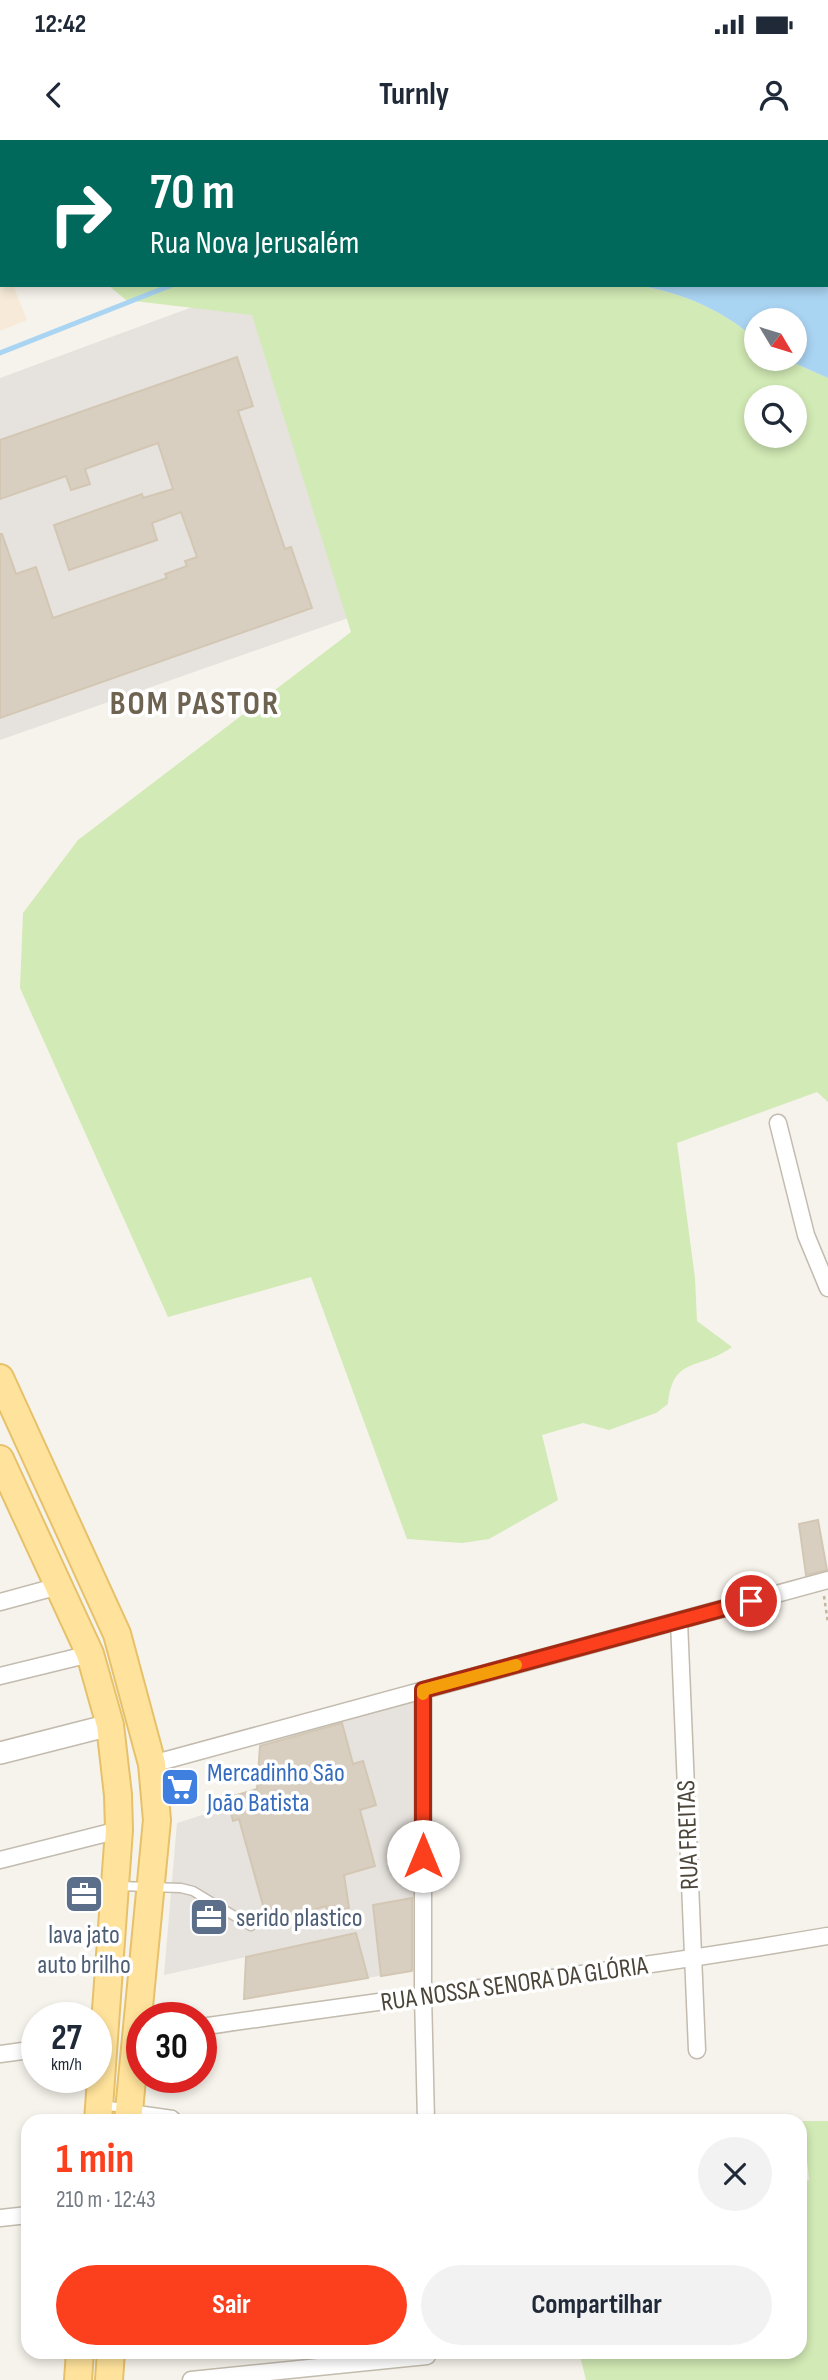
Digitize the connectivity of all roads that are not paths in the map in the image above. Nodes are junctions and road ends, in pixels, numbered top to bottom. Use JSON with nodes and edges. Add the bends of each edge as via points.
{"nodes":[{"id":1,"x":778,"y":1124,"type":"dead end"},
{"id":2,"x":828,"y":1288,"type":"edge"},
{"id":3,"x":0,"y":1378,"type":"edge"},
{"id":4,"x":35,"y":1455,"type":"junction"},
{"id":5,"x":2,"y":1463,"type":"edge"},
{"id":6,"x":825,"y":1581,"type":"edge"},
{"id":7,"x":59,"y":1586,"type":"junction"},
{"id":8,"x":0,"y":1602,"type":"edge"},
{"id":9,"x":679,"y":1621,"type":"junction"},
{"id":10,"x":90,"y":1654,"type":"junction"},
{"id":11,"x":0,"y":1676,"type":"edge"},
{"id":12,"x":423,"y":1690,"type":"junction"},
{"id":13,"x":110,"y":1725,"type":"junction"},
{"id":14,"x":0,"y":1752,"type":"edge"},
{"id":15,"x":152,"y":1764,"type":"junction"},
{"id":16,"x":119,"y":1830,"type":"junction"},
{"id":17,"x":0,"y":1860,"type":"edge"},
{"id":18,"x":116,"y":1886,"type":"junction"},
{"id":19,"x":151,"y":1886,"type":"junction"},
{"id":20,"x":251,"y":1926,"type":"dead end"},
{"id":21,"x":827,"y":1936,"type":"edge"},
{"id":22,"x":692,"y":1959,"type":"junction"},
{"id":23,"x":423,"y":1994,"type":"junction"},
{"id":24,"x":104,"y":2002,"type":"edge"},
{"id":25,"x":141,"y":2002,"type":"edge"},
{"id":26,"x":217,"y":2025,"type":"edge"},
{"id":27,"x":697,"y":2050,"type":"dead end"},
{"id":28,"x":21,"y":2051,"type":"edge"},
{"id":29,"x":0,"y":2054,"type":"edge"},
{"id":30,"x":99,"y":2093,"type":"edge"},
{"id":31,"x":131,"y":2093,"type":"edge"},
{"id":32,"x":99,"y":2113,"type":"edge"},
{"id":33,"x":128,"y":2114,"type":"edge"},
{"id":34,"x":426,"y":2114,"type":"edge"},
{"id":35,"x":21,"y":2216,"type":"edge"},
{"id":36,"x":0,"y":2218,"type":"edge"},
{"id":37,"x":80,"y":2359,"type":"edge"},
{"id":38,"x":110,"y":2359,"type":"edge"},
{"id":39,"x":398,"y":2359,"type":"edge"},
{"id":40,"x":78,"y":2380,"type":"edge"},
{"id":41,"x":109,"y":2380,"type":"edge"},
{"id":42,"x":191,"y":2380,"type":"edge"}],
"edges":[{"from":1,"to":2,"type":"street","via":[[806,1235]]},
{"from":3,"to":4,"type":"main road"},
{"from":4,"to":5,"type":"main road"},
{"from":4,"to":15,"type":"main road","via":[[117,1633]]},
{"from":5,"to":7,"type":"main road"},
{"from":6,"to":9,"type":"street"},
{"from":7,"to":8,"type":"street"},
{"from":7,"to":10,"type":"main road"},
{"from":9,"to":12,"type":"street"},
{"from":9,"to":22,"type":"street","name":"RUA FREITAS"},
{"from":10,"to":11,"type":"street"},
{"from":10,"to":13,"type":"main road"},
{"from":12,"to":15,"type":"street"},
{"from":12,"to":23,"type":"street"},
{"from":13,"to":14,"type":"street"},
{"from":13,"to":16,"type":"main road"},
{"from":15,"to":19,"type":"main road","via":[[157,1820]]},
{"from":16,"to":17,"type":"street"},
{"from":16,"to":18,"type":"main road"},
{"from":18,"to":19,"type":"lane"},
{"from":18,"to":24,"type":"main road"},
{"from":19,"to":20,"type":"lane","via":[[193,1891]]},
{"from":19,"to":25,"type":"main road"},
{"from":21,"to":22,"type":"street","name":"RUA NOSSA SENORA DA GLÓRIA"},
{"from":22,"to":23,"type":"street","name":"RUA NOSSA SENORA DA GLÓRIA"},
{"from":22,"to":27,"type":"street","name":"RUA FREITAS"},
{"from":23,"to":26,"type":"street","name":"RUA NOSSA SENORA DA GLÓRIA"},
{"from":23,"to":34,"type":"street"},
{"from":28,"to":29,"type":"street"},
{"from":30,"to":32,"type":"main road"},
{"from":31,"to":33,"type":"main road"},
{"from":35,"to":36,"type":"street"},
{"from":37,"to":40,"type":"main road"},
{"from":38,"to":41,"type":"main road"},
{"from":39,"to":42,"type":"street"}]}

·····

HOW TO COMPLETE THIS TASK = The listing above, line by line: print it exactly, but not its pictures.

PROBLEM SOLUTION =
Digitize the connectivity of all roads that are not paths in the map in the image above. Nodes are junctions and road ends, in pixels, numbered top to bottom. Use JSON with nodes and edges. Add the bends of each edge as via points.
{"nodes":[{"id":1,"x":778,"y":1124,"type":"dead end"},
{"id":2,"x":828,"y":1288,"type":"edge"},
{"id":3,"x":0,"y":1378,"type":"edge"},
{"id":4,"x":35,"y":1455,"type":"junction"},
{"id":5,"x":2,"y":1463,"type":"edge"},
{"id":6,"x":825,"y":1581,"type":"edge"},
{"id":7,"x":59,"y":1586,"type":"junction"},
{"id":8,"x":0,"y":1602,"type":"edge"},
{"id":9,"x":679,"y":1621,"type":"junction"},
{"id":10,"x":90,"y":1654,"type":"junction"},
{"id":11,"x":0,"y":1676,"type":"edge"},
{"id":12,"x":423,"y":1690,"type":"junction"},
{"id":13,"x":110,"y":1725,"type":"junction"},
{"id":14,"x":0,"y":1752,"type":"edge"},
{"id":15,"x":152,"y":1764,"type":"junction"},
{"id":16,"x":119,"y":1830,"type":"junction"},
{"id":17,"x":0,"y":1860,"type":"edge"},
{"id":18,"x":116,"y":1886,"type":"junction"},
{"id":19,"x":151,"y":1886,"type":"junction"},
{"id":20,"x":251,"y":1926,"type":"dead end"},
{"id":21,"x":827,"y":1936,"type":"edge"},
{"id":22,"x":692,"y":1959,"type":"junction"},
{"id":23,"x":423,"y":1994,"type":"junction"},
{"id":24,"x":104,"y":2002,"type":"edge"},
{"id":25,"x":141,"y":2002,"type":"edge"},
{"id":26,"x":217,"y":2025,"type":"edge"},
{"id":27,"x":697,"y":2050,"type":"dead end"},
{"id":28,"x":21,"y":2051,"type":"edge"},
{"id":29,"x":0,"y":2054,"type":"edge"},
{"id":30,"x":99,"y":2093,"type":"edge"},
{"id":31,"x":131,"y":2093,"type":"edge"},
{"id":32,"x":99,"y":2113,"type":"edge"},
{"id":33,"x":128,"y":2114,"type":"edge"},
{"id":34,"x":426,"y":2114,"type":"edge"},
{"id":35,"x":21,"y":2216,"type":"edge"},
{"id":36,"x":0,"y":2218,"type":"edge"},
{"id":37,"x":80,"y":2359,"type":"edge"},
{"id":38,"x":110,"y":2359,"type":"edge"},
{"id":39,"x":398,"y":2359,"type":"edge"},
{"id":40,"x":78,"y":2380,"type":"edge"},
{"id":41,"x":109,"y":2380,"type":"edge"},
{"id":42,"x":191,"y":2380,"type":"edge"}],
"edges":[{"from":1,"to":2,"type":"street","via":[[806,1235]]},
{"from":3,"to":4,"type":"main road"},
{"from":4,"to":5,"type":"main road"},
{"from":4,"to":15,"type":"main road","via":[[117,1633]]},
{"from":5,"to":7,"type":"main road"},
{"from":6,"to":9,"type":"street"},
{"from":7,"to":8,"type":"street"},
{"from":7,"to":10,"type":"main road"},
{"from":9,"to":12,"type":"street"},
{"from":9,"to":22,"type":"street","name":"RUA FREITAS"},
{"from":10,"to":11,"type":"street"},
{"from":10,"to":13,"type":"main road"},
{"from":12,"to":15,"type":"street"},
{"from":12,"to":23,"type":"street"},
{"from":13,"to":14,"type":"street"},
{"from":13,"to":16,"type":"main road"},
{"from":15,"to":19,"type":"main road","via":[[157,1820]]},
{"from":16,"to":17,"type":"street"},
{"from":16,"to":18,"type":"main road"},
{"from":18,"to":19,"type":"lane"},
{"from":18,"to":24,"type":"main road"},
{"from":19,"to":20,"type":"lane","via":[[193,1891]]},
{"from":19,"to":25,"type":"main road"},
{"from":21,"to":22,"type":"street","name":"RUA NOSSA SENORA DA GLÓRIA"},
{"from":22,"to":23,"type":"street","name":"RUA NOSSA SENORA DA GLÓRIA"},
{"from":22,"to":27,"type":"street","name":"RUA FREITAS"},
{"from":23,"to":26,"type":"street","name":"RUA NOSSA SENORA DA GLÓRIA"},
{"from":23,"to":34,"type":"street"},
{"from":28,"to":29,"type":"street"},
{"from":30,"to":32,"type":"main road"},
{"from":31,"to":33,"type":"main road"},
{"from":35,"to":36,"type":"street"},
{"from":37,"to":40,"type":"main road"},
{"from":38,"to":41,"type":"main road"},
{"from":39,"to":42,"type":"street"}]}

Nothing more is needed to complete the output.